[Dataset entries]
>>>
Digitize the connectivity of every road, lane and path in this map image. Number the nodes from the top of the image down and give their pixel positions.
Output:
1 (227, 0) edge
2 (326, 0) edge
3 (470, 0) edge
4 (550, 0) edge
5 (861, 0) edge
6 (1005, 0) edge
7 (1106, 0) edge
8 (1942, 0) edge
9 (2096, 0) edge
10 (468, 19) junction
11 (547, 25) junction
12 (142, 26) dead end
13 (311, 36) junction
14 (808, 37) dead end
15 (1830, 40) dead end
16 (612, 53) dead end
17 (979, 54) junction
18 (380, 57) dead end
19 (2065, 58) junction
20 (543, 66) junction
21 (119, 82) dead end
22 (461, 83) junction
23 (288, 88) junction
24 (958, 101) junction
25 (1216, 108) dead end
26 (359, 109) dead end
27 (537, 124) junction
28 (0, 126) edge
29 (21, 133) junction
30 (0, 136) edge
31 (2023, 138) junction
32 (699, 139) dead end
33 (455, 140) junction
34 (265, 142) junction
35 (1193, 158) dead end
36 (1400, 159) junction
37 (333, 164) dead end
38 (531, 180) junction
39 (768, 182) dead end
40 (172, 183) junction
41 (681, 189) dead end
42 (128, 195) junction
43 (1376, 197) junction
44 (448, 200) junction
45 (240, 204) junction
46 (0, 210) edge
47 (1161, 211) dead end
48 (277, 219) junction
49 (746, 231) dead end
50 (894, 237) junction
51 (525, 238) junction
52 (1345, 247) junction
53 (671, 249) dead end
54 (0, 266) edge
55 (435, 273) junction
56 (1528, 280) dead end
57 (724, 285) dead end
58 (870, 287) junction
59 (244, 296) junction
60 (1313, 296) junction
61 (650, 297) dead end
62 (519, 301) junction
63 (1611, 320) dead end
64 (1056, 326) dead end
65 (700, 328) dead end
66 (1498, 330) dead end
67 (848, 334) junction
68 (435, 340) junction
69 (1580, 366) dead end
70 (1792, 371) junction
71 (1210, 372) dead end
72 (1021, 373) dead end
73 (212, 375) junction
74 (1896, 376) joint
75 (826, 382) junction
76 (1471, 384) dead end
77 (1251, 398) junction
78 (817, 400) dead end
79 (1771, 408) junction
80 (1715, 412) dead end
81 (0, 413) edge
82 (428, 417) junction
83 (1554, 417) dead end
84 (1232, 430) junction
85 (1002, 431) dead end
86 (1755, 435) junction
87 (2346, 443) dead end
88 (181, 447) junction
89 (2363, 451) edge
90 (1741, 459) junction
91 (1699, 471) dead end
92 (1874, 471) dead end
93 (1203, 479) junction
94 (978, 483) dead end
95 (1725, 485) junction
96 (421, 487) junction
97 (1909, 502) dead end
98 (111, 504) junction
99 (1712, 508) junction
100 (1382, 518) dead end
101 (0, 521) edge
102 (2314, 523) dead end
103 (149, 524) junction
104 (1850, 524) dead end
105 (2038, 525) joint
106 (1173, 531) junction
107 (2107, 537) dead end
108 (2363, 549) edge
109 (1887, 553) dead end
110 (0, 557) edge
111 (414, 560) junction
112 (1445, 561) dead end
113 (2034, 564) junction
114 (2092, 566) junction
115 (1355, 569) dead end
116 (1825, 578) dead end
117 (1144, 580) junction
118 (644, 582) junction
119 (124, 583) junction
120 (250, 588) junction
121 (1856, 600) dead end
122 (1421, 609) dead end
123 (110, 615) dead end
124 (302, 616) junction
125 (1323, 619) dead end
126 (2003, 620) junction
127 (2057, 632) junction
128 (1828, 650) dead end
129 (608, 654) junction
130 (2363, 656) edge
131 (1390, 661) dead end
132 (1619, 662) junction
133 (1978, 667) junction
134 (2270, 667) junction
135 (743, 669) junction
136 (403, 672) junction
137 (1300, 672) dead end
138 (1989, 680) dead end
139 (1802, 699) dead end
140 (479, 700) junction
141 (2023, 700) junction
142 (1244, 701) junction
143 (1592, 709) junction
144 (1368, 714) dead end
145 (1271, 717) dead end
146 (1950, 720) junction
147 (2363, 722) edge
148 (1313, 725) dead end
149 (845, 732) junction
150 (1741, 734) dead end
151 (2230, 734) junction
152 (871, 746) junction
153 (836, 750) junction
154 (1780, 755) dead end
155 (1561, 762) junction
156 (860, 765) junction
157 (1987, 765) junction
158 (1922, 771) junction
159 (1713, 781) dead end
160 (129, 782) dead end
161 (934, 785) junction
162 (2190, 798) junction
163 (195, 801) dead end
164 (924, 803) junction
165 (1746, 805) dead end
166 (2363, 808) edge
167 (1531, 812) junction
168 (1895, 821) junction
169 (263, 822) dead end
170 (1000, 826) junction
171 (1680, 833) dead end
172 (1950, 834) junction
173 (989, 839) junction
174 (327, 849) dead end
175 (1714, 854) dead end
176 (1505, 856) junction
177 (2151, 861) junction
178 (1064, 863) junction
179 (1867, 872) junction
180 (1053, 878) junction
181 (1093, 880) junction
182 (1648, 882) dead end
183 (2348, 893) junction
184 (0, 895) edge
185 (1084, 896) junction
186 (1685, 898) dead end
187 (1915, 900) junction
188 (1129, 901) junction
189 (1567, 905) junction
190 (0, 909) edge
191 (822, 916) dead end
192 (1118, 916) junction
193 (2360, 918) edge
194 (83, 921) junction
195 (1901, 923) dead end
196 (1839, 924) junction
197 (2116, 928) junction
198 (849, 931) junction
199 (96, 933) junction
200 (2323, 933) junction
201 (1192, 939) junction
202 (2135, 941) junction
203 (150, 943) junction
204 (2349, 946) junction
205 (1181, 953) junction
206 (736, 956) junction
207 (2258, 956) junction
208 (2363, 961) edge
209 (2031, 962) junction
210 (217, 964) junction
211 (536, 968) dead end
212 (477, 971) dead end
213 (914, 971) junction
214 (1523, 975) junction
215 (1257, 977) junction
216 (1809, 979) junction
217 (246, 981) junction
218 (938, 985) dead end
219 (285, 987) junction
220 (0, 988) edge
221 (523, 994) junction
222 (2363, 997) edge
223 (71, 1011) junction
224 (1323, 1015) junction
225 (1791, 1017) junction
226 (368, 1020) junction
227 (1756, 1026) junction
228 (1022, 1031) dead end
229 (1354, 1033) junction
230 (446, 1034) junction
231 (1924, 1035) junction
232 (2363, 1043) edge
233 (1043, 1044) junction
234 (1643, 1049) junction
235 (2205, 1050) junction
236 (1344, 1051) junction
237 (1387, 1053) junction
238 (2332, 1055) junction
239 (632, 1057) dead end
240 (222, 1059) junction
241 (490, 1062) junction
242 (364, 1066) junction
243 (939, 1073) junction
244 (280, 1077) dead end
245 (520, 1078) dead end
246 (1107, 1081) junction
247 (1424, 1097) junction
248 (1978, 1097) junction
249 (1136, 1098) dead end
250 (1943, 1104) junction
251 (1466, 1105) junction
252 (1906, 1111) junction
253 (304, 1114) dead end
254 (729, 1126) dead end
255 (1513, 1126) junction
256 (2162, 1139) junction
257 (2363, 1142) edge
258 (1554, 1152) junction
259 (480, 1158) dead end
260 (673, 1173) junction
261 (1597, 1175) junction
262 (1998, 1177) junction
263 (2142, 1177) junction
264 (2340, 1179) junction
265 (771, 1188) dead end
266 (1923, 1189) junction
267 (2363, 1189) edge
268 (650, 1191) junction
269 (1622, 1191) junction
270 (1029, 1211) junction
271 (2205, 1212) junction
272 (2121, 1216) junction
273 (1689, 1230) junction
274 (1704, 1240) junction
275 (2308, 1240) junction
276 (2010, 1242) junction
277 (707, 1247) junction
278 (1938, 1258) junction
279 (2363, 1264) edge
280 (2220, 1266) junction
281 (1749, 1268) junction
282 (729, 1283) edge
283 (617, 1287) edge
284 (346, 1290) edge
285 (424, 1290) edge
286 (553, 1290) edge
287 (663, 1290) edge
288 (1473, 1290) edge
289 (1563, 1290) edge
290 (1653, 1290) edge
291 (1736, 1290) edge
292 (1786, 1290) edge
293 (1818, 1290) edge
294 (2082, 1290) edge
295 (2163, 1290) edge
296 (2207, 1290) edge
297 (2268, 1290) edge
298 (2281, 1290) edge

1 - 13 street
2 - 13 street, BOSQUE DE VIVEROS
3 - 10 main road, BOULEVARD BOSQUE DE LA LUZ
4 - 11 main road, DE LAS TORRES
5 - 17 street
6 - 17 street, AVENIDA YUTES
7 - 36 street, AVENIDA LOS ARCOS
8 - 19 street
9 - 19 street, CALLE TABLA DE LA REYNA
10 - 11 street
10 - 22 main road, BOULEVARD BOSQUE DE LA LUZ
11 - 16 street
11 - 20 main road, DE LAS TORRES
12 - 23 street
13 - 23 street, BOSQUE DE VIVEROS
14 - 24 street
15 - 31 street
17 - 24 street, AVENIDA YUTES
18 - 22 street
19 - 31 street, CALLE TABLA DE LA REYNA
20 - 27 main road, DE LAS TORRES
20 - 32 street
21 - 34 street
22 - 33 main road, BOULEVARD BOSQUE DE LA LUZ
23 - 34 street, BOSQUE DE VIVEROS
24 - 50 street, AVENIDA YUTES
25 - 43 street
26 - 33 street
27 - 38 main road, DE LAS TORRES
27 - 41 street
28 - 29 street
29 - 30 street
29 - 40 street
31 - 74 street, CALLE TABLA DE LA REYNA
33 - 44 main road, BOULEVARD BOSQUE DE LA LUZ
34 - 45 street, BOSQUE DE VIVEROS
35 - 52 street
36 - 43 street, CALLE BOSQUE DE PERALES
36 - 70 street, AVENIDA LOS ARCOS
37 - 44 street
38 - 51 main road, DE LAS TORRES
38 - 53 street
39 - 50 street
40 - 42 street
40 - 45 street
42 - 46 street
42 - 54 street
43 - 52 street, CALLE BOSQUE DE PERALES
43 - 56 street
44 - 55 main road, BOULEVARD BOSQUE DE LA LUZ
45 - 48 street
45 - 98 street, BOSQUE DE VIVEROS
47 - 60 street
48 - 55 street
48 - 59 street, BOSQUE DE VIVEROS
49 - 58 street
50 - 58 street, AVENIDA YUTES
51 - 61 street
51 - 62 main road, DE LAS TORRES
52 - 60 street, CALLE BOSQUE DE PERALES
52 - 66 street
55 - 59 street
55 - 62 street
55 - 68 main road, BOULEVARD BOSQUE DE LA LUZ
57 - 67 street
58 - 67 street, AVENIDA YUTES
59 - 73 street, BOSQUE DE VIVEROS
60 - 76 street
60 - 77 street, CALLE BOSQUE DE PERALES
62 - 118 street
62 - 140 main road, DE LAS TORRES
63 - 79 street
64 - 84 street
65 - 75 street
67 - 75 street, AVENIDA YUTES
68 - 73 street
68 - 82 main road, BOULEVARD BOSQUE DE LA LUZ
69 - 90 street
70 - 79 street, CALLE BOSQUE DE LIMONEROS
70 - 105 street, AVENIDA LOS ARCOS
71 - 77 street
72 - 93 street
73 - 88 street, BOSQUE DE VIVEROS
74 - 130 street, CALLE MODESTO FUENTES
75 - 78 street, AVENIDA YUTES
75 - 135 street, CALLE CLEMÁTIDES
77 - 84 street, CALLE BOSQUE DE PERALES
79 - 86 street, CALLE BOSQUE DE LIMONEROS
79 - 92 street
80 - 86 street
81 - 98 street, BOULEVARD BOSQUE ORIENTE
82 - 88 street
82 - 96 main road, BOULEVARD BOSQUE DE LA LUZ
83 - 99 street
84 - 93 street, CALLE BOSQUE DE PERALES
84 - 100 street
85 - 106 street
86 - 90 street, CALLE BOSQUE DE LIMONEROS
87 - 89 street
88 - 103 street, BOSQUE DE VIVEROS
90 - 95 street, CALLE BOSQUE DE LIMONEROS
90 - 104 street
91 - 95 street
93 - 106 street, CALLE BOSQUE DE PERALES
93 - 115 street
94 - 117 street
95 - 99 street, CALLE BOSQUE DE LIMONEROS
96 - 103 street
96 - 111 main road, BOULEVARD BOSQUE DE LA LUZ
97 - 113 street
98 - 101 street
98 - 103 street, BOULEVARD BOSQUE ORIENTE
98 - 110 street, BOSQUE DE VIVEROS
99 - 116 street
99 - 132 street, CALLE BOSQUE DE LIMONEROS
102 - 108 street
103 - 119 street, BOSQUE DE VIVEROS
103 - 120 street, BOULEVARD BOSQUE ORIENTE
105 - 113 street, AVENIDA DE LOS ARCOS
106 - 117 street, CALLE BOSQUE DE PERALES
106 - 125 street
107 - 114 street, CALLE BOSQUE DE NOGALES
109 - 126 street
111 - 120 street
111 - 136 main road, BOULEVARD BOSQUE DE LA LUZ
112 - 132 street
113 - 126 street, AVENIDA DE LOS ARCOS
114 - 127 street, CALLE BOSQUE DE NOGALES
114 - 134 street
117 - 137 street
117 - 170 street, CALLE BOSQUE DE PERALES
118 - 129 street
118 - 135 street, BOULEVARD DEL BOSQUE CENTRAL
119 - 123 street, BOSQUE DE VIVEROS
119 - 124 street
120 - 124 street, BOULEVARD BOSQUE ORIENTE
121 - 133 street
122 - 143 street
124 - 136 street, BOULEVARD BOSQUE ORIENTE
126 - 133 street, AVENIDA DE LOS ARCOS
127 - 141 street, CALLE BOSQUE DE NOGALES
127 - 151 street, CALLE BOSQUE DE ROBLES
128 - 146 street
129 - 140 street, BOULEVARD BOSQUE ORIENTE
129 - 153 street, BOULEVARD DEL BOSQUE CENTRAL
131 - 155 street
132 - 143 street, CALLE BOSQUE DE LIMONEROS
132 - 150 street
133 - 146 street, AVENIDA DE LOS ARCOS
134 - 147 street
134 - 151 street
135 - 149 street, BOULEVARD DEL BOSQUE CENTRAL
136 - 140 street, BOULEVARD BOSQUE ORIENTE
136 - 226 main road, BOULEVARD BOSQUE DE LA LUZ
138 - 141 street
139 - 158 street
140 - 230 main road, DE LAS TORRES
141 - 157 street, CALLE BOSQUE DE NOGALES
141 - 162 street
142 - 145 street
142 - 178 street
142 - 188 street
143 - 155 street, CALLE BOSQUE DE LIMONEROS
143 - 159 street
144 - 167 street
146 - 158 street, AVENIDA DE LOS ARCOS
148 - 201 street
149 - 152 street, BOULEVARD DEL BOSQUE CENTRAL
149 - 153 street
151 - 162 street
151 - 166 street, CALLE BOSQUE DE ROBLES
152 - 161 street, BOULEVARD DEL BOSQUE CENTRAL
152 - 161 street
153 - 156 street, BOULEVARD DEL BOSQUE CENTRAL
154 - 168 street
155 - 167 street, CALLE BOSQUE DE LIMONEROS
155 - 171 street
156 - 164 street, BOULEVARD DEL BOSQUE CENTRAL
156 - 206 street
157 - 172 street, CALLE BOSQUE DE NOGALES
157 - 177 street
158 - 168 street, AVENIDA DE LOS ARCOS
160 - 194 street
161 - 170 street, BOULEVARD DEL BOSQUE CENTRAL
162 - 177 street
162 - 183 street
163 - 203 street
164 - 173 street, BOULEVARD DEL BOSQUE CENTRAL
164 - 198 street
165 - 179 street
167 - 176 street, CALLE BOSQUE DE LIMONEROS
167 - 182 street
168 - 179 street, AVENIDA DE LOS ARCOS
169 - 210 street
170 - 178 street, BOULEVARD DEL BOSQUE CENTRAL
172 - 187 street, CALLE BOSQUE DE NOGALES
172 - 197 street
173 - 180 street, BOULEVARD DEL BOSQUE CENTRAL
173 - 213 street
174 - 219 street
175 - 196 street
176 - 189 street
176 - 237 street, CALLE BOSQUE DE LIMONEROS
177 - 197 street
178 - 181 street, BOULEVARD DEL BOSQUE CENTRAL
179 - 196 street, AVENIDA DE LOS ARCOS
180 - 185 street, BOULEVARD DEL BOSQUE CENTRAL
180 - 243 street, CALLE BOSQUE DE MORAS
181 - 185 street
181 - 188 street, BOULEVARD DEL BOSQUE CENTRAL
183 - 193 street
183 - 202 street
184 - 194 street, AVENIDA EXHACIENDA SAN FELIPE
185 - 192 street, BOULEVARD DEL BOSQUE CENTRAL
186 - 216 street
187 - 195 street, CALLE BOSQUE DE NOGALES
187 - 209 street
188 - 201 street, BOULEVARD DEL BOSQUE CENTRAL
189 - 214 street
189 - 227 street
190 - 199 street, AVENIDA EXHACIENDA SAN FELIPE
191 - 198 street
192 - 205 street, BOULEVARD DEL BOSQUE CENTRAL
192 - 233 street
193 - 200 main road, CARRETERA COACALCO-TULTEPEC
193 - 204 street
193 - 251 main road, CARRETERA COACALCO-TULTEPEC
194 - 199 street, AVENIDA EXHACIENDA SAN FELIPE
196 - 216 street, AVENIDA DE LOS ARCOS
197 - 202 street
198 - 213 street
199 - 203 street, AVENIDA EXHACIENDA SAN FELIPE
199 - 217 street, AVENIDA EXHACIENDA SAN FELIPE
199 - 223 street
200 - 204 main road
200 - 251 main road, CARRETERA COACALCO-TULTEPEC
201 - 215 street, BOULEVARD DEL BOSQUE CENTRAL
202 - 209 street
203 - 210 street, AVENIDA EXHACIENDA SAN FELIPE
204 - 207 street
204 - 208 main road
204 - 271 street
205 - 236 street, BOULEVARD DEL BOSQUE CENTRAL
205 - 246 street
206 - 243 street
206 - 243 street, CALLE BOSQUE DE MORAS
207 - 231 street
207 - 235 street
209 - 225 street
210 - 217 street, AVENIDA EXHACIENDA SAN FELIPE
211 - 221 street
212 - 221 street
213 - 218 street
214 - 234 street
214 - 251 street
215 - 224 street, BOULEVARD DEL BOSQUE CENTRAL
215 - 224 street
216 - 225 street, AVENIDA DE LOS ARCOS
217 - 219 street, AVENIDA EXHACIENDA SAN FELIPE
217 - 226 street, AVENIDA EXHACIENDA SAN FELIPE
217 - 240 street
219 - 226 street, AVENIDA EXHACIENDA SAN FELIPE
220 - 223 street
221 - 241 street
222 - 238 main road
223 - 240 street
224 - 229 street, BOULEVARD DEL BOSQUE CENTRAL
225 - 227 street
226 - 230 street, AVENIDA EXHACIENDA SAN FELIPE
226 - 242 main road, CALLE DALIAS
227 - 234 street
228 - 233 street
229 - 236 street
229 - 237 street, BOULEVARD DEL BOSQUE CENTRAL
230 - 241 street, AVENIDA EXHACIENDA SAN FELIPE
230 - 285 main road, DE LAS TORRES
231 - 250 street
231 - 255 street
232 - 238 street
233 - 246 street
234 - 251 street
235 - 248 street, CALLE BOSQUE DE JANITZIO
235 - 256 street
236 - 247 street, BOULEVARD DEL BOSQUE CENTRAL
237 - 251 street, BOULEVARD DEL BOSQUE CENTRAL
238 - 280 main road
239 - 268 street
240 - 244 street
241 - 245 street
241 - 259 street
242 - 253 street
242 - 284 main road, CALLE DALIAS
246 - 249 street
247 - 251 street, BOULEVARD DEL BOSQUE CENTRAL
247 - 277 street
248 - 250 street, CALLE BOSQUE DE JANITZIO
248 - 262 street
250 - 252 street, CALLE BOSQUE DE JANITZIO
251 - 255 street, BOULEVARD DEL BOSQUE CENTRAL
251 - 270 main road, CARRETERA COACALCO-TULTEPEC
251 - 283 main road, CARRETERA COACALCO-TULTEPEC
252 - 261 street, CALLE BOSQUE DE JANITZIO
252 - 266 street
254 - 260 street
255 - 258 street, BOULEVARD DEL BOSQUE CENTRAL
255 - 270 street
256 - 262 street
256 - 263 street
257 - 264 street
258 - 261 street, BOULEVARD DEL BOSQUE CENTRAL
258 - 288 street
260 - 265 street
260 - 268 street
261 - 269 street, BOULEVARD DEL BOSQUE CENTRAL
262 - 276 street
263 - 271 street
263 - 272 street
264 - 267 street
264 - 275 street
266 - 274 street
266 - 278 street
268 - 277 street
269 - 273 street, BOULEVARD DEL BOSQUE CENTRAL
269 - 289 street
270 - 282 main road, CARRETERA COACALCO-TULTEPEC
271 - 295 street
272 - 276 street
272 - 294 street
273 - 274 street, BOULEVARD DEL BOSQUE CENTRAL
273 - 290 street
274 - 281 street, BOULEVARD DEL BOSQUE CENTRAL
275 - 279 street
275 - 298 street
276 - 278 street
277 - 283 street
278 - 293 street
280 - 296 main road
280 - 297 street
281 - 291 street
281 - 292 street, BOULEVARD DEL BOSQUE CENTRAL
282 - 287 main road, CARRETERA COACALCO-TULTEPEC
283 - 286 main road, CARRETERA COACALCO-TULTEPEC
<<<
Problem details
Every line above that holds the string "MORAS" should be copied out.

Solution
180 - 243 street, CALLE BOSQUE DE MORAS
206 - 243 street, CALLE BOSQUE DE MORAS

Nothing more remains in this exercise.